Handelman Garry J, Levin Nathan W
Clinical Laboratory and Nutrition Sciences, University of Massachusetts, 3 Solomont Way, Lowell, MA 01854, USA.
Heart Fail Rev. 2008 Dec;13(4):393-404. doi: 10.1007/s10741-008-9086-x. Epub 2008 Mar 25.
The biology of iron in relation to anemia is best understood by a review of the iron cycle, since the majority of iron for erythropoiesis is provided by iron recovered from senescent erythrocytes. In iron-deficiency anemia, storage iron declines until iron delivery to the bone marrow is insufficient for erythropoiesis. This can be monitored with clinical indicators, beginning with low plasma ferritin, followed by decreased plasma iron and transferrin saturation, and culminating in red blood cells with low-Hb content. When adequate dietary iron is provided, these markers show return to normal, indicating a response to the dietary supplement. Anemia of inflammation (also known as anemia of chronic disease, or ACD) follows a different course, because in this form of anemia storage iron is often abundant but not available for erythropoiesis. The diagnosis of ACD is more difficult than the diagnosis of iron-deficiency anemia, and often the first identified symptom is the failure to show a response to a dietary iron supplement. Confirmation of ACD is best obtained from elevated markers of inflammation.

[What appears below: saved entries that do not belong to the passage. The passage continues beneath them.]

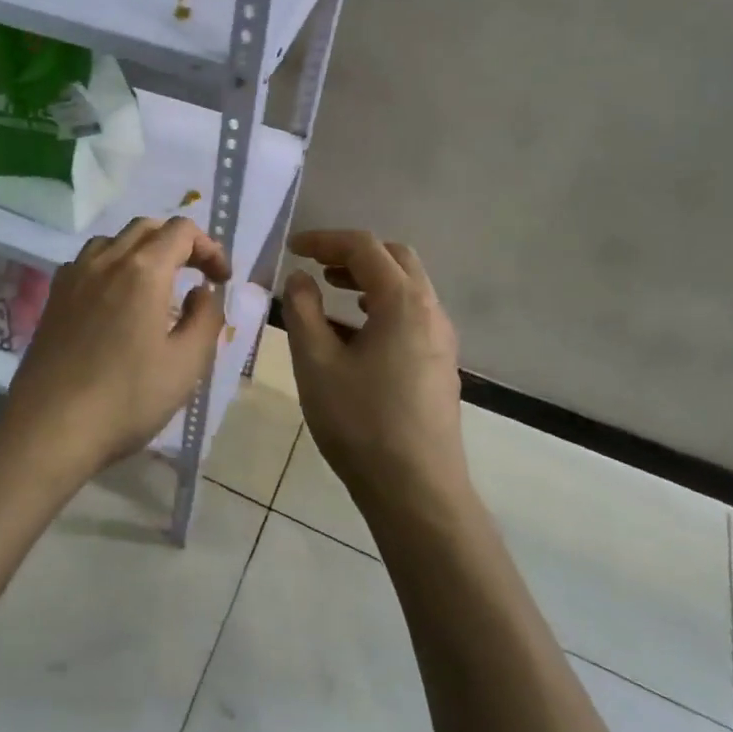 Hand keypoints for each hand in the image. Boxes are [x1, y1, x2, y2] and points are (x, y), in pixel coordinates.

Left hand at [1, 217, 231, 478]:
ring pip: (113, 240)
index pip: (182, 231)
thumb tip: (202, 291)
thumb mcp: (187, 364)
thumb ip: (206, 318)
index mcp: (143, 270)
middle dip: (178, 243)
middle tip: (197, 276)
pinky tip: (115, 301)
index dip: (209, 248)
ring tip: (157, 286)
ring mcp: (74, 276)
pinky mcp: (54, 297)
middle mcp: (106, 260)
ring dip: (143, 251)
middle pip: (147, 227)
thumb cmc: (127, 398)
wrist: (51, 427)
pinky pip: (88, 262)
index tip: (221, 280)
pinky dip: (112, 266)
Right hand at [283, 230, 469, 518]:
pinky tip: (351, 334)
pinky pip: (410, 316)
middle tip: (315, 265)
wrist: (416, 491)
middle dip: (352, 254)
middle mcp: (431, 311)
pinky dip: (380, 306)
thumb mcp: (316, 362)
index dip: (324, 240)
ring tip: (329, 292)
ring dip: (367, 280)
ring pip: (406, 288)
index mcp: (403, 302)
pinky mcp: (439, 364)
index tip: (292, 248)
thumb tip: (301, 278)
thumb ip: (303, 310)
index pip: (364, 248)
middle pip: (395, 259)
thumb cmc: (360, 422)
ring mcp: (441, 339)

The treatment of ACD, which typically employs erythropoietin (EPO) supplements and intravenous iron (i.v.-iron), is empirical and often falls shorts of therapeutic goals. Dialysis patients show a complex pattern of anemia, which results from inadequate EPO production by the kidney, inflammation, changes in nutrition, and blood losses during treatment. EPO and i.v.-iron are the mainstays of treatment. Patients with heart failure can be anemic, with incidence as high as 50%. The causes are multifactorial; inflammation now appears to be the primary cause of this form of anemia, with contributions from increased plasma volume, effects of drug therapy, and other complications of heart disease. Discerning the mechanisms of anemia for the heart failure patient may aid rational therapy in each case.

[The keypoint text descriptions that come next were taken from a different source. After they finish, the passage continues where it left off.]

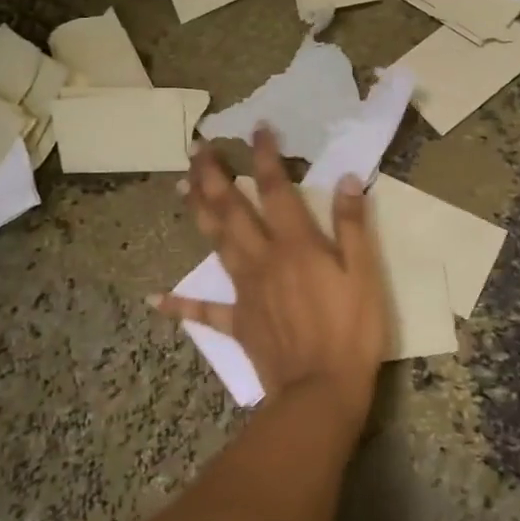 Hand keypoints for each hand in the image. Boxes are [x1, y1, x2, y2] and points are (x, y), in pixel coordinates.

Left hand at [155, 127, 390, 426]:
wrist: (321, 391)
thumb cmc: (351, 332)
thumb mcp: (365, 275)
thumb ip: (352, 226)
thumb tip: (347, 180)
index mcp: (295, 244)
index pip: (275, 189)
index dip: (265, 156)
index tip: (257, 129)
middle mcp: (262, 258)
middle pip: (231, 209)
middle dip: (213, 176)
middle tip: (196, 149)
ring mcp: (245, 290)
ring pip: (215, 243)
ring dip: (197, 213)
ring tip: (180, 187)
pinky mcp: (237, 322)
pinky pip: (204, 311)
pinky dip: (179, 305)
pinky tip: (154, 298)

通过回顾铁循环,能更好地理解与贫血相关的铁生物学,因为大多数用于红细胞生成的铁是从衰老红细胞中回收的。在缺铁性贫血中,储存铁会下降,直至输送到骨髓的铁不足以支持红细胞生成。这可以通过临床指标进行监测,首先是血浆铁蛋白降低,随后是血浆铁和转铁蛋白饱和度下降,最终导致血红蛋白含量低的红细胞出现。当提供充足的膳食铁时,这些指标会恢复正常,表明对膳食补充剂有反应。炎症性贫血(也称为慢性病贫血,或ACD)则遵循不同的病程,因为在这种贫血形式中,储存铁通常很充足,但无法用于红细胞生成。ACD的诊断比缺铁性贫血更困难,通常首先发现的症状是对膳食铁补充剂无反应。ACD的确诊最好通过炎症标志物升高来实现。ACD的治疗通常采用促红细胞生成素(EPO)补充剂和静脉铁剂(静脉注射铁),是经验性的,往往达不到治疗目标。透析患者表现出复杂的贫血模式,这是由肾脏产生EPO不足、炎症、营养变化以及治疗期间的失血导致的。EPO和静脉注射铁是主要的治疗方法。心力衰竭患者可能会贫血,发病率高达50%。其病因是多因素的;炎症现在似乎是这种贫血形式的主要原因,此外还包括血浆量增加、药物治疗的影响以及心脏病的其他并发症。了解心力衰竭患者贫血的机制可能有助于针对每种情况进行合理治疗。